Typically, a FIX implementation exists as a FIX Engine: a standalone service that acts as a gateway for other applications (matching engines, trading algos, etc) and implements the FIX protocol. The most popular Open Source FIX engine is probably one of the versions of QuickFIX.

This package provides a simple implementation of the FIX application-layer protocol. It does no socket handling, and does not implement FIX recovery or any message persistence. It supports the creation, encoding, and decoding of FIX messages.

Licence

The module is licensed under the MIT license. While this is not legal advice, in short this means you’re free to do whatever you like with this code, with the exception of claiming you wrote it.

Installation

For most users, the easiest and best way to install simplefix is using pip:

pip install simplefix

All releases are uploaded to PyPI and available for installation, so you can pin a known, tested version in your project’s requirements.txt or project.toml (or whatever your build system uses).
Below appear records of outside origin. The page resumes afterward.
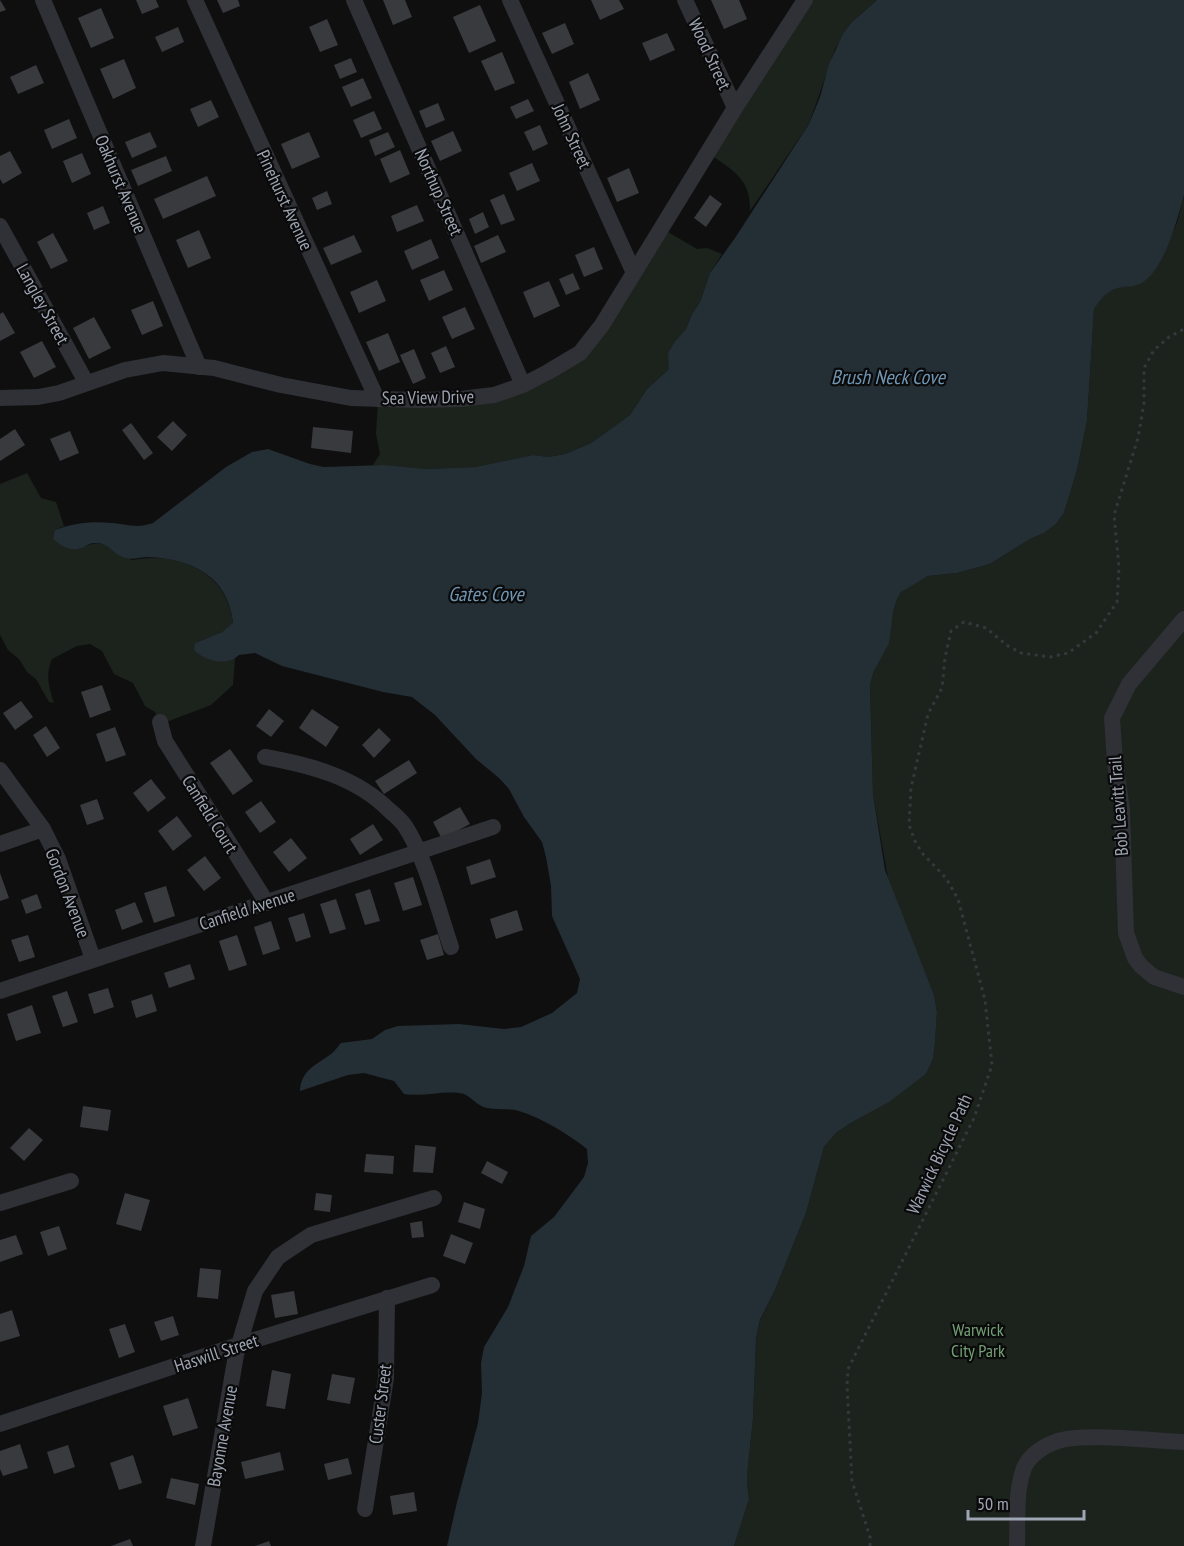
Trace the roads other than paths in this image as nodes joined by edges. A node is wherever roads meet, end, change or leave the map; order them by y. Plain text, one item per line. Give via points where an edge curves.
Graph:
1 (43, 0) edge
2 (195, 0) edge
3 (354, 0) edge
4 (510, 0) edge
5 (685, 0) edge
6 (805, 0) edge
7 (735, 108) junction
8 (0, 226) edge
9 (5, 250) edge
10 (634, 273) junction
11 (199, 367) junction
12 (86, 382) junction
13 (523, 385) junction
14 (0, 398) edge
15 (377, 399) junction
16 (1184, 619) edge
17 (160, 722) dead end
18 (265, 757) dead end
19 (0, 770) edge
20 (493, 826) dead end
21 (43, 830) junction
22 (0, 844) edge
23 (418, 851) junction
24 (267, 903) junction
25 (450, 947) dead end
26 (93, 959) junction
27 (1184, 987) edge
28 (0, 991) edge
29 (71, 1181) dead end
30 (434, 1198) dead end
31 (0, 1203) edge
32 (432, 1286) dead end
33 (387, 1298) junction
34 (238, 1345) junction
35 (0, 1424) edge
36 (1184, 1442) edge
37 (365, 1509) dead end
38 (203, 1546) edge
39 (1017, 1546) edge

1 - 11 street, Oakhurst Avenue
2 - 15 street, Pinehurst Avenue
3 - 13 street, Northup Street
4 - 10 street, John Street
5 - 7 street, Wood Street
6 - 7 street, Sea View Drive
7 - 10 street, Sea View Drive
8 - 9 street, Langley Street
9 - 12 street, Langley Street
10 - 13 street, Sea View Drive via 580,353
11 - 12 street, Sea View Drive via 163,363
11 - 15 street, Sea View Drive via 351,398
12 - 14 street, Sea View Drive via 38,397
13 - 15 street, Sea View Drive via 494,395 461,399
16 - 27 street, Bob Leavitt Trail via 1129,684 1112,718 1122,809 1126,933 1141,966 1154,977
17 - 24 street, Canfield Court via 165,741
18 - 23 street via 337,776 375,797 405,825
19 - 21 street, Gordon Avenue
20 - 23 street, Canfield Avenue
21 - 22 street
21 - 26 street, Gordon Avenue via 58,859
23 - 24 street, Canfield Avenue
23 - 25 street
24 - 26 street, Canfield Avenue
26 - 28 street, Canfield Avenue
29 - 31 street
30 - 34 street, Bayonne Avenue via 311,1235 278,1257 255,1291
32 - 33 street, Haswill Street
33 - 34 street, Haswill Street
33 - 37 street, Custer Street via 386,1378
34 - 35 street, Haswill Street
34 - 38 street, Bayonne Avenue
36 - 39 street via 1076,1438 1056,1441 1039,1450 1025,1466 1018,1488

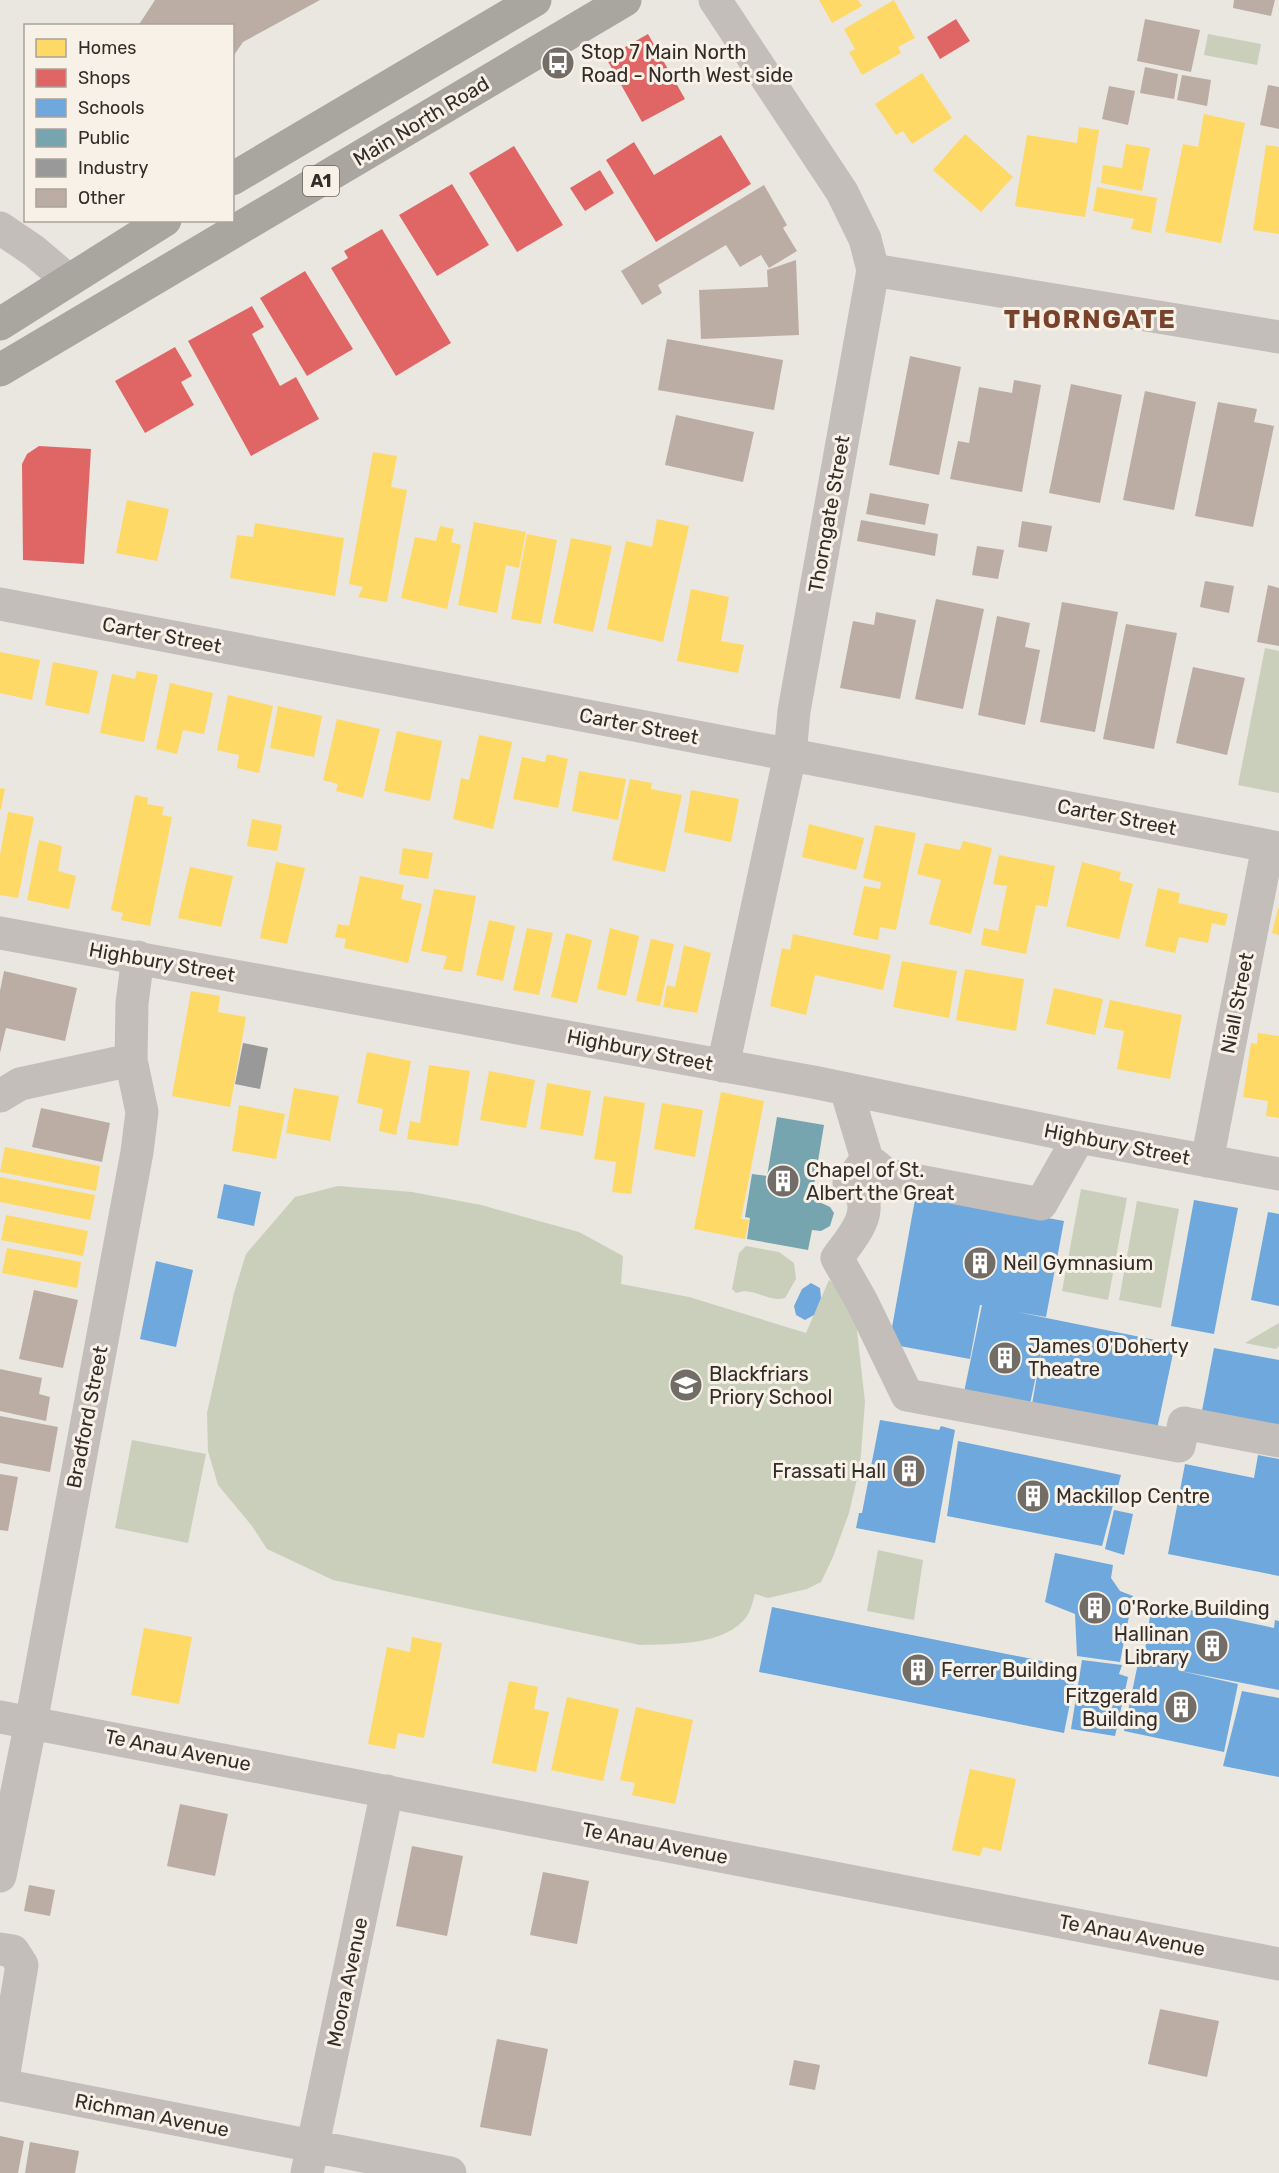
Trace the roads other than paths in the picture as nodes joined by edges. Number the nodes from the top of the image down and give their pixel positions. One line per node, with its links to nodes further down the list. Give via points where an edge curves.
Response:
1 (535, 0): 4 (highway, A1)
2 (626, 0): 9 (highway, Main North Road / A1)
3 (715, 0): 7 (street, Thorngate Street, via 842,192 865,239)
4 (234, 178)
5 (162, 222): 8 (highway)
6 (0, 228): 8 (street)
7 (873, 270): 11 (street); 14 (street, Thorngate Street, via 794,711)
8 (68, 280): 9 (highway); 10 (highway)
9 (93, 315): 12 (highway, Main North Road / A1)
10 (0, 324)
11 (1279, 337)
12 (0, 370)
13 (0, 604): 14 (street, Carter Street)
14 (790, 755): 15 (street, Carter Street); 19 (street, Thorngate Street)
15 (1273, 847): 24 (street, Niall Street)
16 (0, 933): 17 (street, Highbury Street)
17 (138, 957): 18 (street, Bradford Street, via 132,1003); 19 (street, Highbury Street)
18 (132, 1059): 21 (street, via 20,1084); 27 (street, Bradford Street, via 142,1112 137,1152)
19 (723, 1066): 20 (street, Highbury Street)
20 (846, 1089): 22 (street, Highbury Street); 23 (street)
21 (0, 1096)
22 (1079, 1137): 23 (street, via 1041,1204 887,1175); 24 (street, Highbury Street)
23 (867, 1159): 26 (street, via 849,1183 860,1192 863,1217 837,1258 907,1395 1179,1446 1184,1423)
24 (1207, 1161): 25 (street, Highbury Street)
25 (1279, 1174)
26 (1279, 1441)
27 (16, 1719): 28 (street, Te Anau Avenue); 29 (street, Bradford Street)
28 (387, 1791): 31 (street, Te Anau Avenue); 32 (street, Moora Avenue)
29 (0, 1876)
30 (0, 1949): 32 (street, Richman Avenue, via 13,1951 22,1965 2,2085)
31 (1279, 1964)
32 (309, 2160): 33 (street, Richman Avenue)
33 (450, 2173)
See the PyPI project page for the full list of available versions.

Source code releases are also available, together with some basic release notes, from the project’s GitHub Releases page.

Basic Usage

See the Programmer’s Guide for more information.

Creating Messages

To create a FIX message, first create an instance of the FixMessage class.

msg = simplefix.FixMessage()

You can then add fields to the message as required. You should add the standard header tags 8, 34, 35, 49, 52, and 56 to all messages. For most tags, using append_pair() is the easiest way to add a field to the message. When adding a UTCTimestamp value (ie, for tag 52) using append_utc_timestamp() will take care of the formatting for you.

append_string() will decompose a “tag=value” string and add it as a proper field; append_strings() will do the same for a sequence of “tag=value” strings. append_data() will correctly append a data field, setting the length tag’s value, and putting the value tag after the length in the formatted message.

Once all fields are set, calling encode() will return a byte buffer containing the correctly formatted FIX message, with fields in the required order, and automatically added and set values for the BodyLength (9) and Checksum (10) fields.

Note that if you want to manually control the ordering of all fields, the value of the BodyLength or Checksum fields, there’s a ‘raw’ flag to the encode() method that disables this functionality. This is useful for creating known-bad messages for testing purposes.

Parsing Messages

To extract FIX messages from a byte buffer, such as that received from a socket, you should first create an instance of the FixParser class. For each byte string received, append it to the internal reassembly buffer using append_buffer() . At any time, you can call get_message() : if there’s no complete message in the parser’s internal buffer, it’ll return None, otherwise, it’ll return a FixMessage instance.

Once you’ve received a FixMessage from get_message() , you can: check the number of fields with count() , retrieve the value of a field using get() or the built-in “[ ]” syntax, or iterate over all the fields using “for … in …”.

Members of repeating groups can be accessed using get(tag, nth), where the “nth” value is an integer indicating which occurrence of the tag to return (note that the first occurrence is number one, not zero).

Contributing

Comments, suggestions, bug reports, bug fixes – all contributions to this project are welcomed. See the project’s GitHub page for access to the latest source code, and please open an issue for comments, suggestions, and bugs.

See the CONTRIBUTING.rst file for more detailed instructions.